In any event, with the work of Gödel, Church and Turing, Hilbert’s program — at least as originally planned — was laid to rest, 80 years ago by simple, compact, mathematical objects that can be formally reasoned about, but not fully understood: computer programs.

There is one foundational question to be asked. The entire premise of the halting theorem rests on the idea that a function that requires infinite computational steps is uncomputable. This isn’t entirely obvious. After all, math often handles infinite objects10. While Church glossed over this point (perhaps believing it to be obvious — he called it a “vague intuitive notion”) Turing, whose paper was much more philosophical than Church’s, made a point of explaining that an algorithm is something that is carried out by a person or by a machine.

In 1947, he gave a lecture to the London Mathematical Society. “Some years ago”, he said,

I was researching on what might now be described as an investigation of the theoretical possibilities and limitations of digital computing machines.

It was essential in these theoretical arguments that the memory should be infinite… Machines such as the ACE may be regarded as practical versions of this same type of machine11.

This is how Turing viewed his 1936 breakthrough achievement. While the mathematical formalization may appeal to the infinite, it was clear to Turing that the notion of computation is tied to some physical process. If that were not so, there would be no justification for the centrality of the halting problem and its use as a negative solution to Hilbert’s Entscheidungsproblem. An algorithm is something that is carried out in the physical world.

The Church-Turing thesis, as it is presented today, conjectures that any computation done by any realizable physical process can be computed by the universal computational models described by Church and Turing. In a sense, this means that everything in the universe could be formalized and simulated as a computer program.

Programs are fundamentally and essentially at odds with full understanding, proof and correctness.

As mathematics — as an academic discipline, not as a tool — is concerned with what’s inside the small circle, and computer science is largely concerned with what’s outside it — and, as we’ll see, even those programs that do lie within that inner circle, many are just provable in principle, but not feasibly provable — I think it is clear that computer science isn’t math12.

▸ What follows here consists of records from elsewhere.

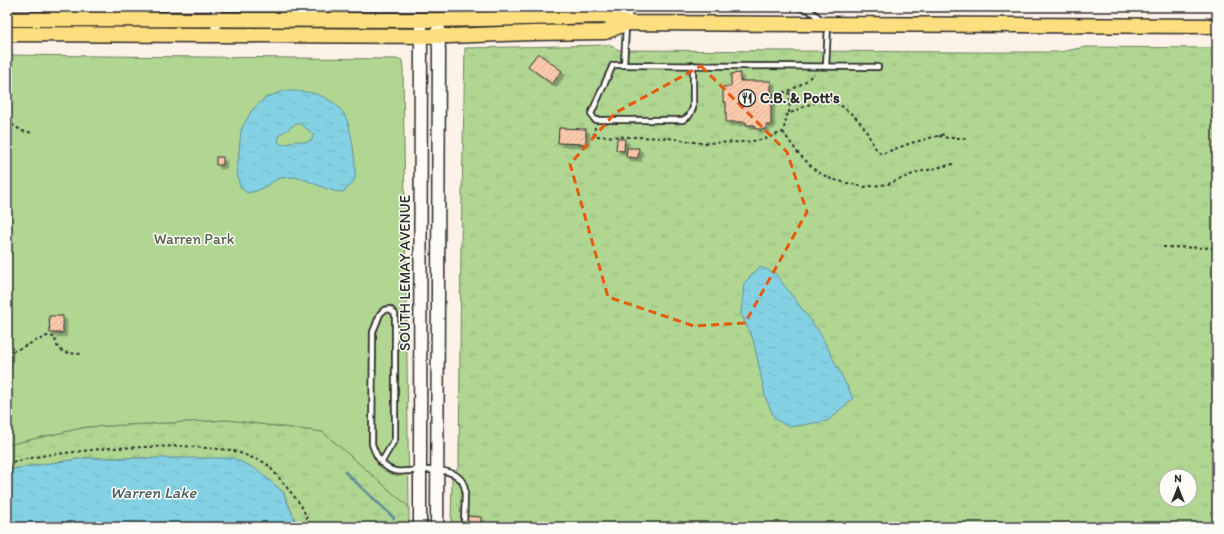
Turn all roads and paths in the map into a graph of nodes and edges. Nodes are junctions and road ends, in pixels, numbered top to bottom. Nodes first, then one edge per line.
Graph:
1 (627, 7) edge
2 (798, 7) edge
3 (216, 13) edge
4 (7, 19) edge
5 (421, 20) junction
6 (438, 20) junction
7 (626, 24) junction
8 (828, 25) junction
9 (1217, 26) edge
10 (7, 34) edge
11 (216, 34) junction
12 (421, 36) junction
13 (438, 36) junction
14 (624, 65) junction
15 (693, 66) junction
16 (824, 66) junction
17 (878, 67) dead end
18 (789, 92) junction
19 (771, 94) dead end
20 (789, 115) junction
21 (595, 120) junction
22 (7, 121) edge
23 (783, 132) junction
24 (34, 133) dead end
25 (945, 134) dead end
26 (938, 136) junction
27 (968, 138) dead end
28 (953, 164) dead end
29 (1164, 247) dead end
30 (1217, 248) edge
31 (7, 354) edge
32 (81, 354) dead end
33 (381, 463) junction
34 (7, 464) edge
35 (420, 471) junction
36 (438, 471) junction
37 (311, 527) edge
38 (420, 527) edge
39 (437, 527) edge
40 (464, 527) edge

1 - 7 street
2 - 8 lane
3 - 4 main road
3 - 5 main road
3 - 11 street
5 - 6 main road
5 - 12 main road, SOUTH LEMAY AVENUE
6 - 7 main road
6 - 13 main road
7 - 8 main road
7 - 13 main road
7 - 14 lane
8 - 9 main road
8 - 16 lane
10 - 11 main road
11 - 12 main road
12 - 13 main road
12 - 35 main road, SOUTH LEMAY AVENUE
13 - 36 main road
14 - 15 lane
14 - 21 lane
15 - 16 lane
15 - 21 lane
16 - 17 lane
16 - 18 path
18 - 19 path
18 - 20 path
20 - 23 path
20 - 26 path
21 - 23 path
22 - 24 path
23 - 28 path
25 - 26 path
26 - 27 path
29 - 30 path
31 - 32 path
33 - 33 lane
33 - 35 lane
34 - 37 path
35 - 36 lane
35 - 38 main road, SOUTH LEMAY AVENUE
36 - 39 main road
36 - 40 lane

## Turing’s philosophical contribution

Paul Cockshott, a computer scientist and a political economist at the University of Glasgow, writes that Turing changed math rather than ventured beyond it, but I think that the essence is the same:

Turing’s 1936 paper on the computable real numbers marks the epistemological break between idealism and a materialism in mathematics. Prior to Turing it was hard to get away from the idea that through mathematical reason, the human mind gained access to a higher domain of Platonic truths. Turing’s first proposal for a universal computing machine is based on an implicit rejection of this view. His machine is intended to model what a human mathematician does when calculating or reasoning, and by showing what limits this machine encounters, he identifies constraints which bind mathematical reasoning in general (whether done by humans or machines). … Turing starts a philosophical tradition of grounding mathematics on the material and hence ultimately on what can be allowed by the laws of physics. The truth of mathematics become truths like those of any other science — statements about sets of possible configurations of matter.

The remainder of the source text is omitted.